Coloring

Colors plays an important role in a visualization. It may indicate particular situations without requiring a long visual processing time. This mechanism is called pre-attentive perception and is key to efficiently and quickly conveying information.

Roassal offers several mechanisms to easily associate colors to elements. This chapter gives an overview of coloring in Roassal.

1. Palettes

Roassal contains a number of color schemas, available in the class RTPalette. Consider the example (Figure 1.1):

	v := RTView new.
	es := (RTBox new color: [ :index | RTPalette c3 at: index ]) elementsOn: (1 to: 5).
	v addAll: es.
	RTHorizontalLineLayout new gapSize: 1; on: es.
	v

This simple example creates a view referenced by the variable v. A shape is created by instantiating the class RTBox and setting a block as a color. This block is evaluated for each element. Elements are created with elementsOn: (1 to: 5): five elements are created, each having a number as the element model. The shape evaluates the block provided as a color by using the model as the index variable. The palette given by RTPalette c3 has 5 different colors, represented as an Array of the same size.

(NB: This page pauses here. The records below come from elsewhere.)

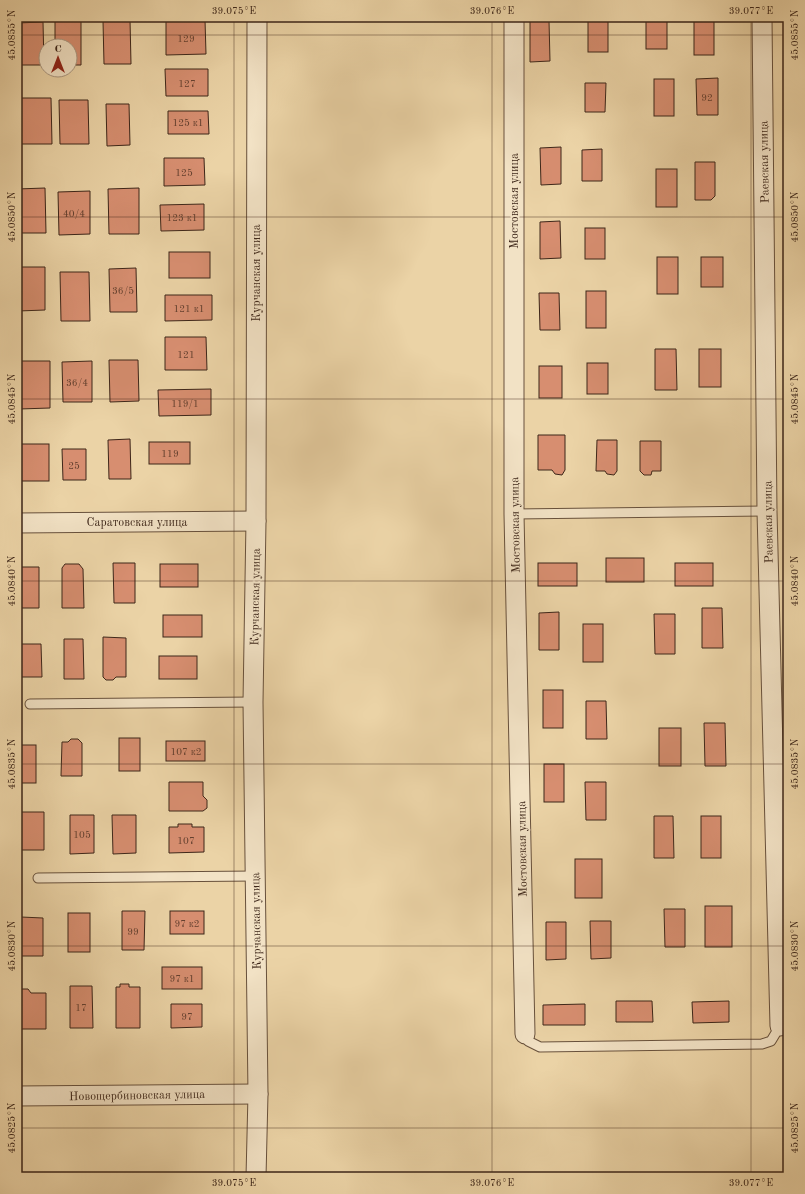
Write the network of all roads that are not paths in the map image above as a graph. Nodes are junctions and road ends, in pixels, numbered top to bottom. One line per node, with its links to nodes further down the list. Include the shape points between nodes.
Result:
1 (256, 17): 6 (street, Курчанская улица)
2 (514, 17): 5 (street, Мостовская улица)
3 (762, 17): 4 (street, Раевская улица)
4 (767, 511): 5 (lane); 12 (street, Раевская улица)
5 (514, 514): 13 (street, Мостовская улица)
6 (256, 521): 7 (street, Саратовская улица); 8 (street, Курчанская улица)
7 (17, 523)
8 (254, 702): 9 (lane); 10 (street, Курчанская улица)
9 (30, 704)
10 (255, 876): 11 (lane); 14 (street, Курчанская улица)
11 (38, 878)
12 (780, 1026): 13 (lane, via 771,1041 762,1044 540,1047 528,1041)
13 (526, 1034)
14 (258, 1094): 15 (street, Новощербиновская улица); 16 (street, Курчанская улица)
15 (17, 1096)
16 (256, 1177)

The class RTPalette has several palettes. You can replace the c3 from any value ranging from c1 to c14.

2. Multi-linear color normalizer

In the Roassal jargon, a normalizer is a facility to map a set of objects over a range of values or colors. Several color normalizers are provided to color an element according to some particular requirements.

The RTMultiLinearColor class is a simple and useful color normalizer. It associates a color to each element depending on a numerical value, ranging from 0.0 to 1.0. Consider the following example (Figure 2.1):

	v := RTView new.
	n := RTMultiLinearColor new.
	shape := RTBox new size: 30; color: n.
	elements := shape elementsOn: (0.0 to: 1.0 by: 0.05).

	v addAll: elements.
	RTGridLayout on: elements.
	v

The code given above first creates a view. It then creates an instance of RTMultiLinearColor. This normalizer is polymorph to the class Color, which means you can provide a color normalizer where a color or a block is usually expected. The example simply uses the normalizer as a color by being provided to color:.

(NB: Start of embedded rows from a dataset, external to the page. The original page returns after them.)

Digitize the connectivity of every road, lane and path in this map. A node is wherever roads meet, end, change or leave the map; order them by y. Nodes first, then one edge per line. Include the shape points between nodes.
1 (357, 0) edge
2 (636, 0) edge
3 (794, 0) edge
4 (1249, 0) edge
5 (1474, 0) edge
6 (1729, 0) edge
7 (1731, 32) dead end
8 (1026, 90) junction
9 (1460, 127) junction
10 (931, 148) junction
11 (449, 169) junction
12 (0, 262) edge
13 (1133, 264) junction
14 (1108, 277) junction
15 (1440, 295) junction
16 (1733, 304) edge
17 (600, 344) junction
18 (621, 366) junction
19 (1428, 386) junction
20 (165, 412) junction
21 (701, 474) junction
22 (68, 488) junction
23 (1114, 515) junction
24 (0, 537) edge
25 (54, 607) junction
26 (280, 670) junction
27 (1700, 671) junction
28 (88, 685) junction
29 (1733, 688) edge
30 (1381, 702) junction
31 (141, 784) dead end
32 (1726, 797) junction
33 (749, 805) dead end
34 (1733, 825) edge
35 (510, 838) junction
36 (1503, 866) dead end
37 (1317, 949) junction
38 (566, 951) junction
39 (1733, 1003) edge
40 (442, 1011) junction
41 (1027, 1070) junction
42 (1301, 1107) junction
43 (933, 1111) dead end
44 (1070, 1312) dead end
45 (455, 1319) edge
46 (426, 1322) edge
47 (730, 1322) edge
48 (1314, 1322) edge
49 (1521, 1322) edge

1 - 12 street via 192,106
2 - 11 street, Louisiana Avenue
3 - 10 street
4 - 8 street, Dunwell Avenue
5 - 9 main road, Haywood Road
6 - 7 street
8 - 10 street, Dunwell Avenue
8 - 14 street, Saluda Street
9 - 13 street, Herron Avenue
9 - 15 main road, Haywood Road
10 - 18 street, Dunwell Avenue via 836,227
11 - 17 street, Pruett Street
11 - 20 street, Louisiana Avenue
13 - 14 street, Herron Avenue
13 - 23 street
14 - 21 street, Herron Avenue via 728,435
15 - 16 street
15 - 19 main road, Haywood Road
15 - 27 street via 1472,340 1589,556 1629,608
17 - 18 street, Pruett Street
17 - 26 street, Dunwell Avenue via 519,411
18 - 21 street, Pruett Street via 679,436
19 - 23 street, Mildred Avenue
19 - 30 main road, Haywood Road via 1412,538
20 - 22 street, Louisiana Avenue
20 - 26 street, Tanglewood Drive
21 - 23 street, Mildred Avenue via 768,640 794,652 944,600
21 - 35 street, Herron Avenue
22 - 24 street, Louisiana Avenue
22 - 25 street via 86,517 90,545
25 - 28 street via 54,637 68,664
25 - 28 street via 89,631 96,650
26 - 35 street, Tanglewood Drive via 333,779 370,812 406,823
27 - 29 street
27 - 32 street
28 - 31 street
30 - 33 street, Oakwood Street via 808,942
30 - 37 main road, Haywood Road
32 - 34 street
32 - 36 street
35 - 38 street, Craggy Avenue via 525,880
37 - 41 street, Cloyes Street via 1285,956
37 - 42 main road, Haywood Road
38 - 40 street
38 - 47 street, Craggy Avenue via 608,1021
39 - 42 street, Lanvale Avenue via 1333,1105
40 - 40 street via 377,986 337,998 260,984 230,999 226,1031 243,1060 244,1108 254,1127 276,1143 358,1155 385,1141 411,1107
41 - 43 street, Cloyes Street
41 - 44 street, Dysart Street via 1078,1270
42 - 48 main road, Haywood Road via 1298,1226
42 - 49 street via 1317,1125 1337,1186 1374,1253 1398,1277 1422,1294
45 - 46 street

The default configuration of RTMultiLinearColor is to map a value ranging from 0.0 to 1.0 to the default color palette, composed of red, blue, and green. The elements created with shape elementsOn: (0.0 to: 1.0 by: 0.05) have a numerical value as model. This value is directly mapped to a color.

A particular palette may be set using color:. The following example maps the value from red to gray (Figure 2.2):

	v := RTView new.
	n := RTMultiLinearColor new.
	n colors: { Color red . Color gray }.
	shape := RTBox new size: 30; color: n.
	elements := shape elementsOn: (0.0 to: 1.0 by: 0.05).

	v addAll: elements.
	RTGridLayout on: elements.
	v

The example above uses a palette made of two colors, red and gray. These two colors are then interpolated to give a value ranging from 0.0 and 1.0. The value 0.0 is mapped to red, and 1.0 to gray.

In the examples given above each element has a numerical value as object model. It does not have to be so. Consider the following example (Figure 2.3):

	classes := Collection withAllSubclasses.
	maximumNumberOfLinesOfCode := (classes collect: #numberOfLinesOfCode) max.

	v := RTView new.
	n := RTMultiLinearColor new.
	n colors: RTPalette c4.
	n command: [ :cls | cls numberOfLinesOfCode / maximumNumberOfLinesOfCode ].
	
	shape := RTBox new color: n.
	elements := shape elementsOn: classes.

	v addAll: elements. 	
	RTGridLayout new gapSize: 1; on: elements.

	v

The variable classes contains a collection of classes to be represented. The largest number of lines of code is obtained from the collection classes. The message max returns the maximum value of a set of numerical values (e.g., #(1 2 42 3 4) max returns 42).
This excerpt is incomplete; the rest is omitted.